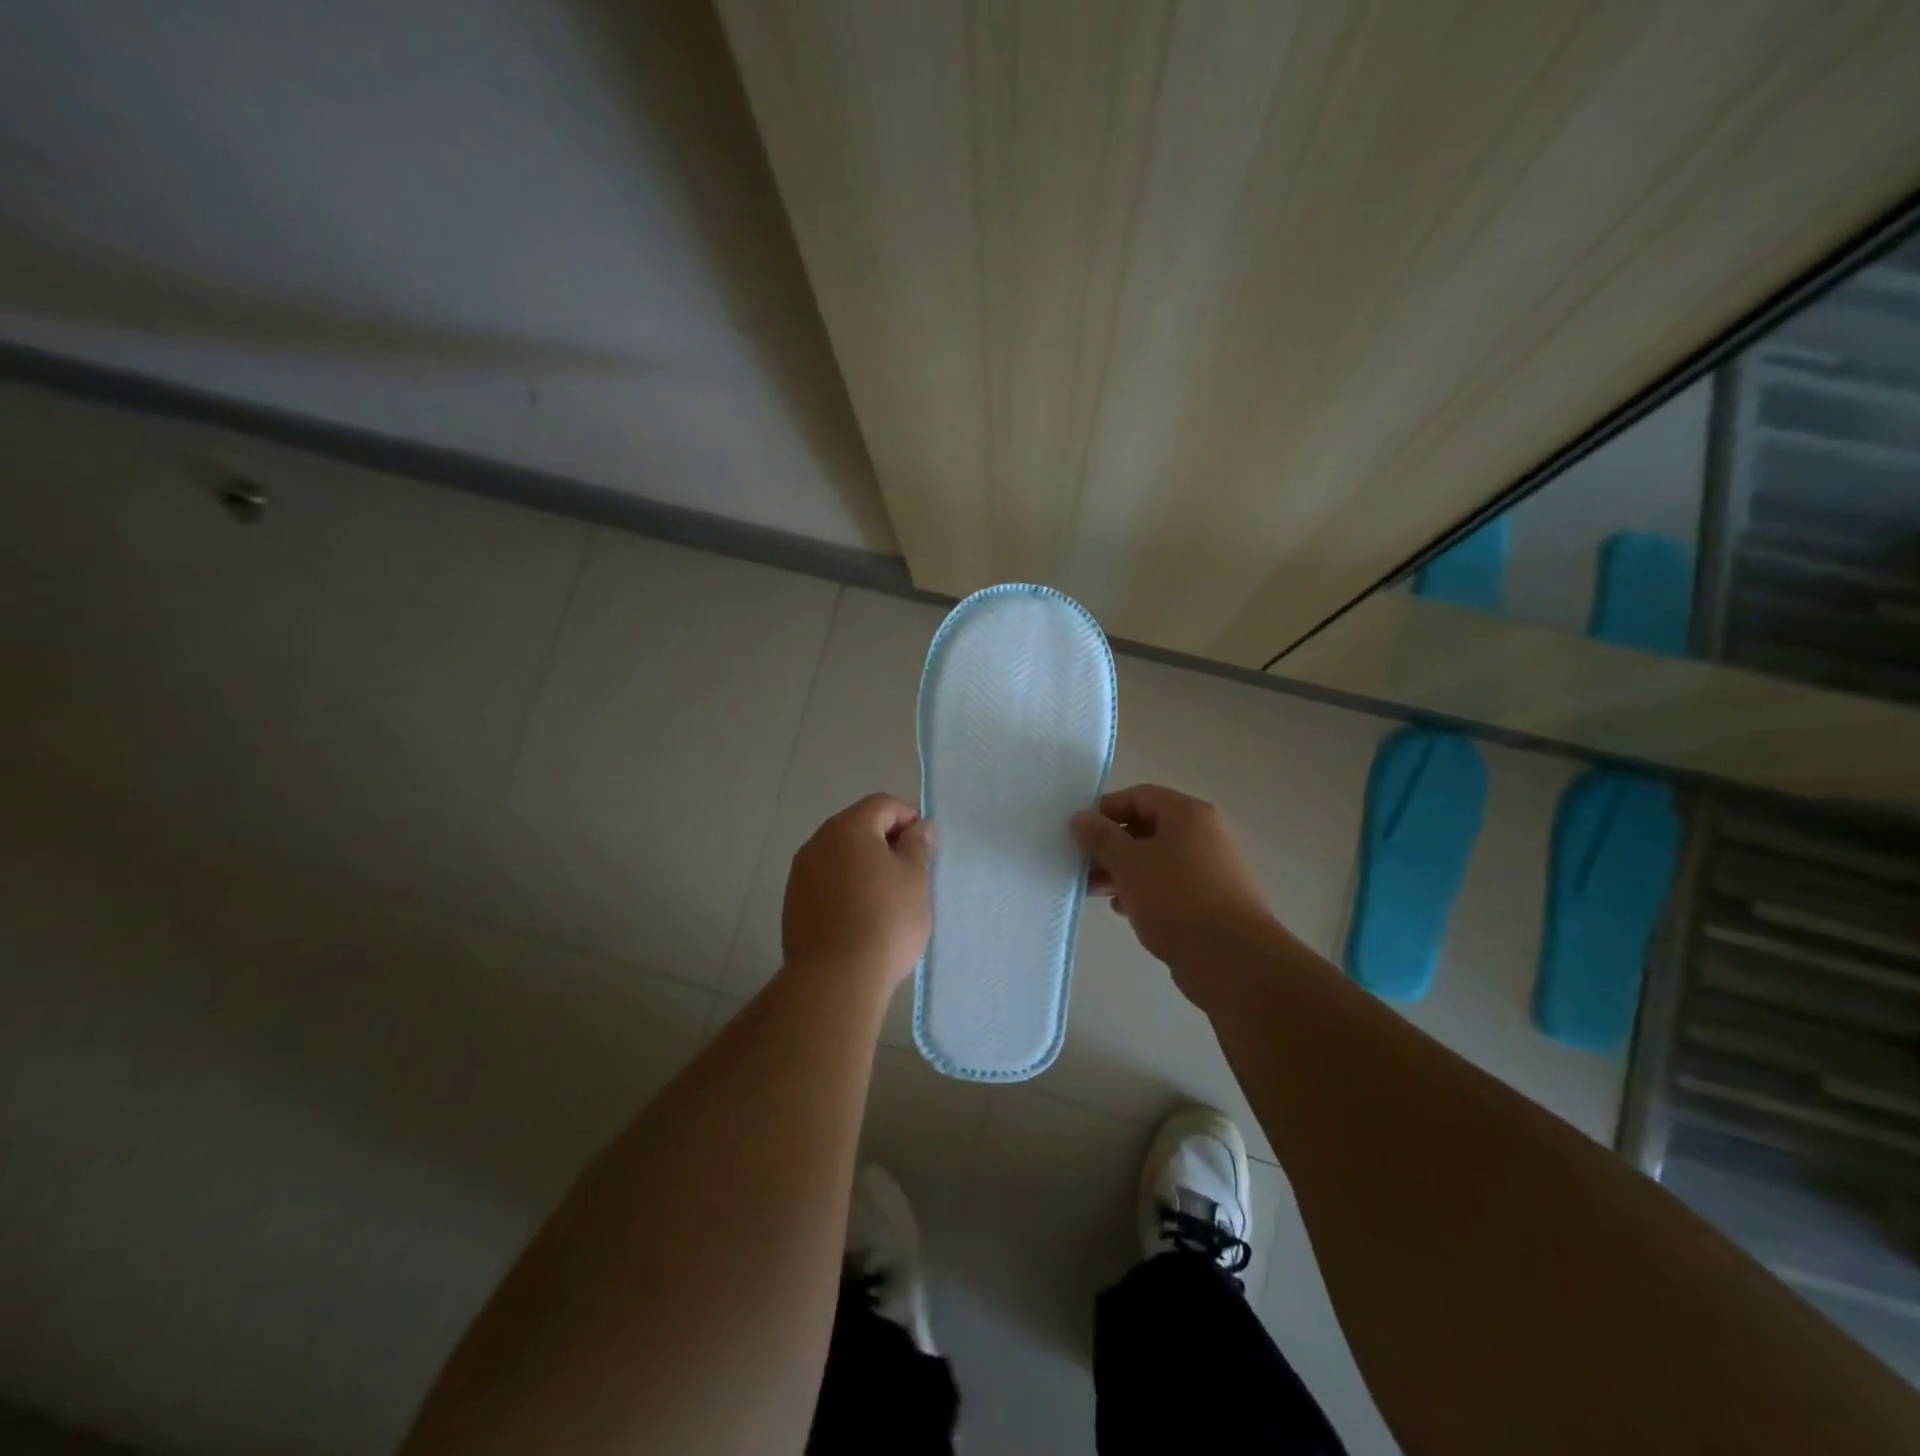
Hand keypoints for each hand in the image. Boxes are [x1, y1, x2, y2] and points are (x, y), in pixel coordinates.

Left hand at [782, 793, 934, 988]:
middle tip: (910, 872)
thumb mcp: (915, 878)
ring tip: (886, 896)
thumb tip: (919, 827)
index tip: (924, 848)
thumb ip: (917, 845)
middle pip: (858, 826)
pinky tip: (861, 915)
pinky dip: (845, 886)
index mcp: (849, 827)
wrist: (836, 977)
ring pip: (840, 855)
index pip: (883, 804)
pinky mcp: (793, 902)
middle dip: (885, 841)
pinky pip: (826, 881)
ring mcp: (801, 873)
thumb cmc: (885, 920)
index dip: (908, 818)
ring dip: (864, 864)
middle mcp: (818, 842)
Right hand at [1071, 784, 1277, 1004]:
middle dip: (1110, 845)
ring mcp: (1209, 870)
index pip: (1139, 796)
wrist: (1232, 960)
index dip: (1106, 809)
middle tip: (1081, 865)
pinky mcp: (1209, 902)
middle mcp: (1203, 836)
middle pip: (1146, 828)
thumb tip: (1080, 817)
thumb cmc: (1176, 899)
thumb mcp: (1129, 863)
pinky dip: (1143, 892)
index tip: (1079, 832)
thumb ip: (1101, 837)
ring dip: (1122, 871)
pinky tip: (1123, 909)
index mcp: (1188, 815)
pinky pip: (1168, 886)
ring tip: (1093, 890)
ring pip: (1155, 860)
──────
**Description of the task**
Going from the line that contains "index pip: (883, 804)" to the last line of the records, reproduce every line as written.

**Result for this task**
index pip: (883, 804)
pinky mcp: (793, 902)
middle dip: (885, 841)
pinky pip: (826, 881)
ring mcp: (801, 873)
thumb cmc: (885, 920)
index dip: (908, 818)
ring dip: (864, 864)
middle mcp: (818, 842)
Right hand at [1071, 784, 1277, 1004]:
middle dip: (1110, 845)
ring mcp: (1209, 870)
index pip: (1139, 796)
wrist: (1232, 960)
index dip: (1106, 809)
middle tip: (1081, 865)
pinky mcp: (1209, 902)
middle mcp: (1203, 836)
middle pip: (1146, 828)
thumb tip: (1080, 817)
thumb cmc: (1176, 899)
thumb mcp: (1129, 863)
pinky dip: (1143, 892)
index tip: (1079, 832)
thumb ip: (1101, 837)
ring dip: (1122, 871)
pinky tip: (1123, 909)
index mcp: (1188, 815)
pinky pip: (1168, 886)
ring tip: (1093, 890)
ring pip: (1155, 860)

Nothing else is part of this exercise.